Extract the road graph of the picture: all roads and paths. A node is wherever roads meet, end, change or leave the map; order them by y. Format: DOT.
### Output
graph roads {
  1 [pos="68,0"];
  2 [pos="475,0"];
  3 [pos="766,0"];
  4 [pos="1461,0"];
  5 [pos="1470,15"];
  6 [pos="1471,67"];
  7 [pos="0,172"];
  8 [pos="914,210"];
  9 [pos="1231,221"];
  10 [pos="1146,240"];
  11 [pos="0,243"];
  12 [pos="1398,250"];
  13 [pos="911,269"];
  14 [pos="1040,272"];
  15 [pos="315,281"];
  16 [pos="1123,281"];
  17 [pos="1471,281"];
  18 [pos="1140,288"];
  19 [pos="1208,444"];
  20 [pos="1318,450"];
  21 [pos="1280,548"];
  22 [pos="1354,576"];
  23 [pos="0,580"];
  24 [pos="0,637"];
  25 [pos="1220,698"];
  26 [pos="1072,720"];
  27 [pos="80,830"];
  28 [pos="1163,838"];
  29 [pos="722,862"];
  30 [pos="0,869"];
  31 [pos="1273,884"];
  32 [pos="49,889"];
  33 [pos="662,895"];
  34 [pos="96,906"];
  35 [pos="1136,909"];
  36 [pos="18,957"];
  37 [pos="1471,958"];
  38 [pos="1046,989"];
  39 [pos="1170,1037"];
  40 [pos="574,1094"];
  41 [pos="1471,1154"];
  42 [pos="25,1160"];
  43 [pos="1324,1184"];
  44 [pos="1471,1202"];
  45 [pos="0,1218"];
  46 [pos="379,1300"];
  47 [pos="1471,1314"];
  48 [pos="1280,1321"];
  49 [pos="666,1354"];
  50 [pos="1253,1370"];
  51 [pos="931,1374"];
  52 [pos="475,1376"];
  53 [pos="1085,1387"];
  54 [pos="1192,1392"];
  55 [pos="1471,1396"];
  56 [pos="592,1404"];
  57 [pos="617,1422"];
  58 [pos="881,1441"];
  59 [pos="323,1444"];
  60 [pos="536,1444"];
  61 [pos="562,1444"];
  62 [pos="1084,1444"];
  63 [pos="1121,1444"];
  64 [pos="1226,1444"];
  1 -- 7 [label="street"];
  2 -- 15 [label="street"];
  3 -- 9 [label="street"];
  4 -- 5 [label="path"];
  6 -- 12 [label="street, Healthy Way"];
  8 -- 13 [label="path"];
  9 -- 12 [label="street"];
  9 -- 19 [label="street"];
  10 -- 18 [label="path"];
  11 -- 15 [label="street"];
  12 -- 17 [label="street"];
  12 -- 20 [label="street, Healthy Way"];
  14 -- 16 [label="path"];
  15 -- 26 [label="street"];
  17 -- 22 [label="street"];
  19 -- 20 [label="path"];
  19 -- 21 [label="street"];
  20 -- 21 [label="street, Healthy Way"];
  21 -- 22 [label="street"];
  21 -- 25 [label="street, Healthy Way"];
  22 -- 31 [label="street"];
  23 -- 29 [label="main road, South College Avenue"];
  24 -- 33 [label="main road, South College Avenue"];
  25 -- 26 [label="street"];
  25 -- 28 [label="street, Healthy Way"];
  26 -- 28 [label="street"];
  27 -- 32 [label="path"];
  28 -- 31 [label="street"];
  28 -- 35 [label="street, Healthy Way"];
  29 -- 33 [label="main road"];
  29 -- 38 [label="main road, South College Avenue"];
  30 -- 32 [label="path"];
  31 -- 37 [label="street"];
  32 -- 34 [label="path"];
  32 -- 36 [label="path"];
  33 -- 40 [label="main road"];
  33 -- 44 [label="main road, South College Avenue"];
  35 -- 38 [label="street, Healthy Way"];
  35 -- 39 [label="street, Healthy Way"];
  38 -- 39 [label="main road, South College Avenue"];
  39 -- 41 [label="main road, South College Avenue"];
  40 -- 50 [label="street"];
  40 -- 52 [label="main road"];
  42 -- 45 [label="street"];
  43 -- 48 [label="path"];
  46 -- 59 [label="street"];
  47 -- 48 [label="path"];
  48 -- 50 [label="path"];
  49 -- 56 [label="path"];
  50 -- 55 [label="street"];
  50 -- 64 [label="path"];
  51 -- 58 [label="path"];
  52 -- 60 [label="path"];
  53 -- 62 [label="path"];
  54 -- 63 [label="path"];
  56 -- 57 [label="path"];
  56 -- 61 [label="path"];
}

PROMPT —
Each line of the data above needs to be returned exactly.

ANSWER TO THIS EXERCISE —
Extract the road graph of the picture: all roads and paths. A node is wherever roads meet, end, change or leave the map; order them by y. Format: DOT.
### Output
graph roads {
  1 [pos="68,0"];
  2 [pos="475,0"];
  3 [pos="766,0"];
  4 [pos="1461,0"];
  5 [pos="1470,15"];
  6 [pos="1471,67"];
  7 [pos="0,172"];
  8 [pos="914,210"];
  9 [pos="1231,221"];
  10 [pos="1146,240"];
  11 [pos="0,243"];
  12 [pos="1398,250"];
  13 [pos="911,269"];
  14 [pos="1040,272"];
  15 [pos="315,281"];
  16 [pos="1123,281"];
  17 [pos="1471,281"];
  18 [pos="1140,288"];
  19 [pos="1208,444"];
  20 [pos="1318,450"];
  21 [pos="1280,548"];
  22 [pos="1354,576"];
  23 [pos="0,580"];
  24 [pos="0,637"];
  25 [pos="1220,698"];
  26 [pos="1072,720"];
  27 [pos="80,830"];
  28 [pos="1163,838"];
  29 [pos="722,862"];
  30 [pos="0,869"];
  31 [pos="1273,884"];
  32 [pos="49,889"];
  33 [pos="662,895"];
  34 [pos="96,906"];
  35 [pos="1136,909"];
  36 [pos="18,957"];
  37 [pos="1471,958"];
  38 [pos="1046,989"];
  39 [pos="1170,1037"];
  40 [pos="574,1094"];
  41 [pos="1471,1154"];
  42 [pos="25,1160"];
  43 [pos="1324,1184"];
  44 [pos="1471,1202"];
  45 [pos="0,1218"];
  46 [pos="379,1300"];
  47 [pos="1471,1314"];
  48 [pos="1280,1321"];
  49 [pos="666,1354"];
  50 [pos="1253,1370"];
  51 [pos="931,1374"];
  52 [pos="475,1376"];
  53 [pos="1085,1387"];
  54 [pos="1192,1392"];
  55 [pos="1471,1396"];
  56 [pos="592,1404"];
  57 [pos="617,1422"];
  58 [pos="881,1441"];
  59 [pos="323,1444"];
  60 [pos="536,1444"];
  61 [pos="562,1444"];
  62 [pos="1084,1444"];
  63 [pos="1121,1444"];
  64 [pos="1226,1444"];
  1 -- 7 [label="street"];
  2 -- 15 [label="street"];
  3 -- 9 [label="street"];
  4 -- 5 [label="path"];
  6 -- 12 [label="street, Healthy Way"];
  8 -- 13 [label="path"];
  9 -- 12 [label="street"];
  9 -- 19 [label="street"];
  10 -- 18 [label="path"];
  11 -- 15 [label="street"];
  12 -- 17 [label="street"];
  12 -- 20 [label="street, Healthy Way"];
  14 -- 16 [label="path"];
  15 -- 26 [label="street"];
  17 -- 22 [label="street"];
  19 -- 20 [label="path"];
  19 -- 21 [label="street"];
  20 -- 21 [label="street, Healthy Way"];
  21 -- 22 [label="street"];
  21 -- 25 [label="street, Healthy Way"];
  22 -- 31 [label="street"];
  23 -- 29 [label="main road, South College Avenue"];
  24 -- 33 [label="main road, South College Avenue"];
  25 -- 26 [label="street"];
  25 -- 28 [label="street, Healthy Way"];
  26 -- 28 [label="street"];
  27 -- 32 [label="path"];
  28 -- 31 [label="street"];
  28 -- 35 [label="street, Healthy Way"];
  29 -- 33 [label="main road"];
  29 -- 38 [label="main road, South College Avenue"];
  30 -- 32 [label="path"];
  31 -- 37 [label="street"];
  32 -- 34 [label="path"];
  32 -- 36 [label="path"];
  33 -- 40 [label="main road"];
  33 -- 44 [label="main road, South College Avenue"];
  35 -- 38 [label="street, Healthy Way"];
  35 -- 39 [label="street, Healthy Way"];
  38 -- 39 [label="main road, South College Avenue"];
  39 -- 41 [label="main road, South College Avenue"];
  40 -- 50 [label="street"];
  40 -- 52 [label="main road"];
  42 -- 45 [label="street"];
  43 -- 48 [label="path"];
  46 -- 59 [label="street"];
  47 -- 48 [label="path"];
  48 -- 50 [label="path"];
  49 -- 56 [label="path"];
  50 -- 55 [label="street"];
  50 -- 64 [label="path"];
  51 -- 58 [label="path"];
  52 -- 60 [label="path"];
  53 -- 62 [label="path"];
  54 -- 63 [label="path"];
  56 -- 57 [label="path"];
  56 -- 61 [label="path"];
}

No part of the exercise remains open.